[Start of section]

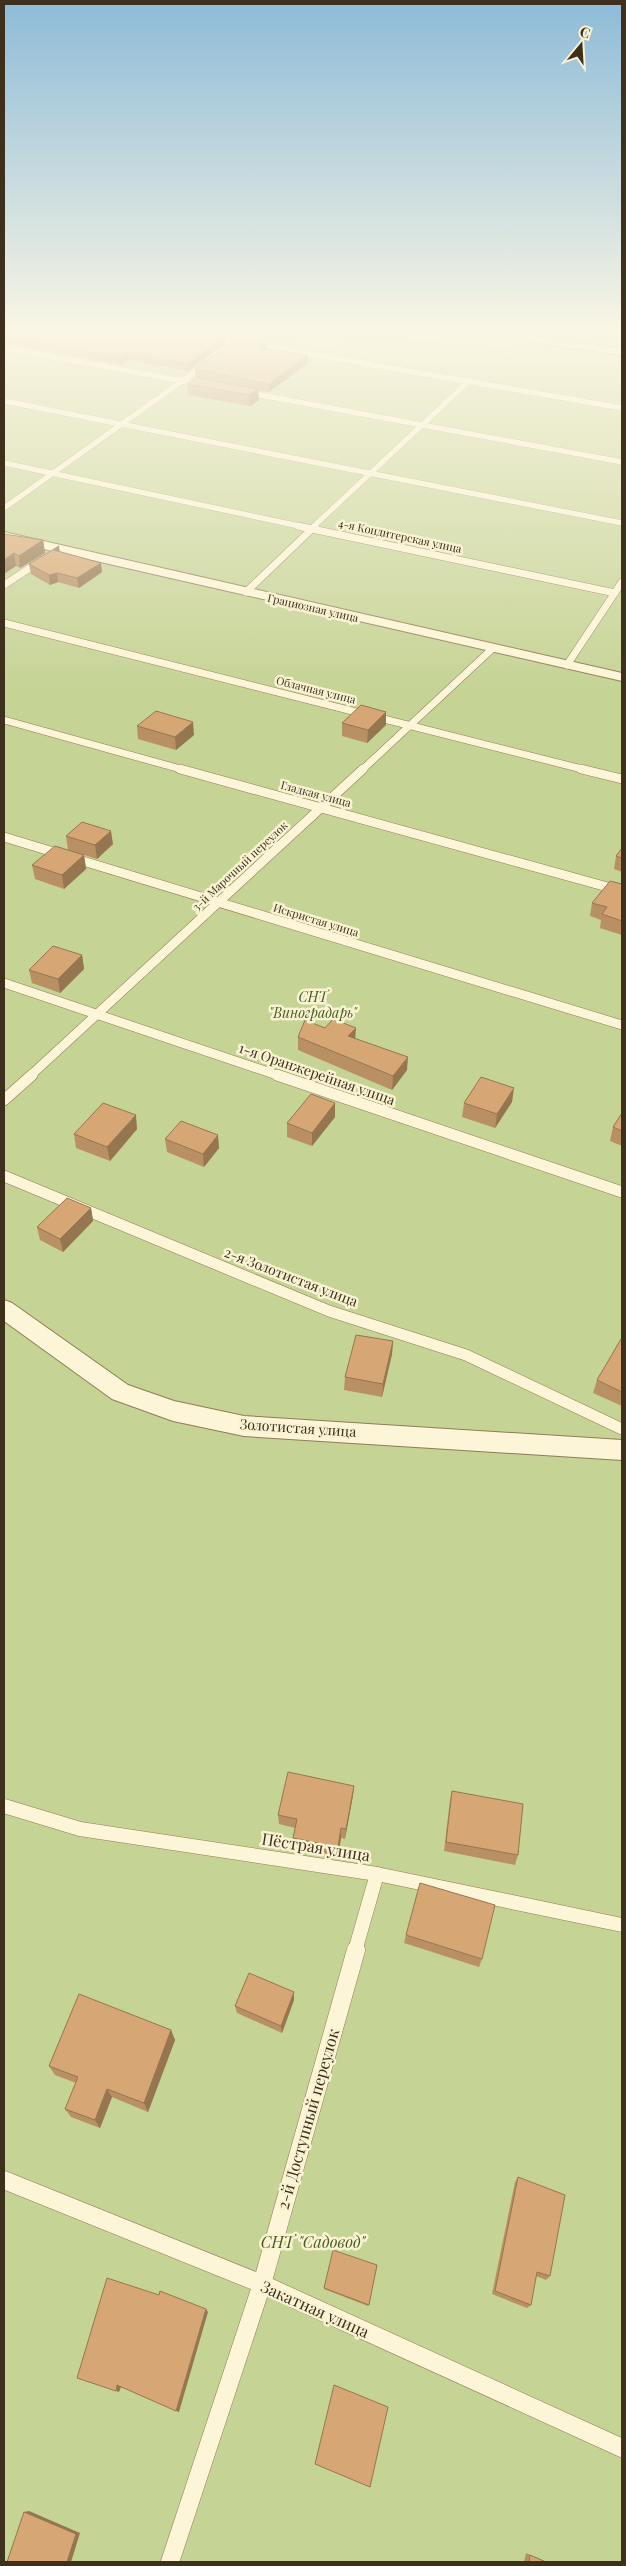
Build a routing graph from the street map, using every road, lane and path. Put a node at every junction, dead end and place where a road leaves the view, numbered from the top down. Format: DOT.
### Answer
graph roads {
  1 [pos="79,454"];
  2 [pos="274,454"];
  3 [pos="389,454"];
  4 [pos="578,454"];
  5 [pos="622,462"];
  6 [pos="4,463"];
  7 [pos="53,473"];
  8 [pos="369,473"];
  9 [pos="4,508"];
  10 [pos="622,523"];
  11 [pos="313,528"];
  12 [pos="4,536"];
  13 [pos="60,549"];
  14 [pos="622,582"];
  15 [pos="4,585"];
  16 [pos="246,592"];
  17 [pos="615,594"];
  18 [pos="4,622"];
  19 [pos="492,648"];
  20 [pos="567,666"];
  21 [pos="622,677"];
  22 [pos="4,720"];
  23 [pos="409,725"];
  24 [pos="622,779"];
  25 [pos="319,807"];
  26 [pos="4,837"];
  27 [pos="622,891"];
  28 [pos="218,902"];
  29 [pos="4,983"];
  30 [pos="99,1015"];
  31 [pos="622,1025"];
  32 [pos="4,1100"];
  33 [pos="4,1176"];
  34 [pos="622,1192"];
  35 [pos="4,1309"];
  36 [pos="622,1429"];
  37 [pos="622,1450"];
  38 [pos="4,1806"];
  39 [pos="377,1874"];
  40 [pos="622,1925"];
  41 [pos="4,2180"];
  42 [pos="262,2284"];
  43 [pos="622,2448"];
  44 [pos="170,2562"];
  1 -- 7 [label="lane"];
  2 -- 8 [label="lane"];
  3 -- 8 [label="lane"];
  4 -- 5 [label="lane"];
  6 -- 7 [label="lane, 4-я Кондитерская улица"];
  7 -- 9 [label="lane"];
  7 -- 11 [label="lane, 4-я Кондитерская улица"];
  8 -- 10 [label="lane"];
  8 -- 11 [label="lane"];
  11 -- 16 [label="lane"];
  11 -- 17 [label="lane, 4-я Кондитерская улица"];
  12 -- 13 [label="street, Грациозная улица"];
  13 -- 15 [label="lane"];
  13 -- 16 [label="street, Грациозная улица"];
  14 -- 17 [label="lane"];
  16 -- 19 [label="street, Грациозная улица"];
  17 -- 20 [label="lane"];
  18 -- 23 [label="lane, Облачная улица"];
  19 -- 20 [label="street, Грациозная улица"];
  19 -- 23 [label="lane, 3-й Марочный переулок"];
  20 -- 21 [label="street, Грациозная улица"];
  22 -- 25 [label="lane, Гладкая улица"];
  23 -- 24 [label="lane, Облачная улица"];
  23 -- 25 [label="lane, 3-й Марочный переулок"];
  25 -- 27 [label="lane, Гладкая улица"];
  25 -- 28 [label="lane, 3-й Марочный переулок"];
  26 -- 28 [label="lane, Искристая улица"];
  28 -- 30 [label="lane, 3-й Марочный переулок"];
  28 -- 31 [label="lane, Искристая улица"];
  29 -- 30 [label="lane, 1-я Оранжерейная улица"];
  30 -- 32 [label="lane, 3-й Марочный переулок"];
  30 -- 34 [label="lane, 1-я Оранжерейная улица"];
  33 -- 36 [label="lane, 2-я Золотистая улица"];
  35 -- 37 [label="street, Золотистая улица"];
  38 -- 39 [label="lane, Пёстрая улица"];
  39 -- 40 [label="lane, Пёстрая улица"];
  39 -- 42 [label="lane, 2-й Доступный переулок"];
  41 -- 42 [label="lane, Закатная улица"];
  42 -- 43 [label="lane, Закатная улица"];
  42 -- 44 [label="lane, 2-й Доступный переулок"];
}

[End of section]

● WHAT YOU HAVE TO DO:
Report each line of the records that holds the word "street".

● RESPONSE TO THIS TASK:
Build a routing graph from the street map, using every road, lane and path. Put a node at every junction, dead end and place where a road leaves the view, numbered from the top down. Format: DOT.
  12 -- 13 [label="street, Грациозная улица"];
  13 -- 16 [label="street, Грациозная улица"];
  16 -- 19 [label="street, Грациозная улица"];
  19 -- 20 [label="street, Грациозная улица"];
  20 -- 21 [label="street, Грациозная улица"];
  35 -- 37 [label="street, Золотистая улица"];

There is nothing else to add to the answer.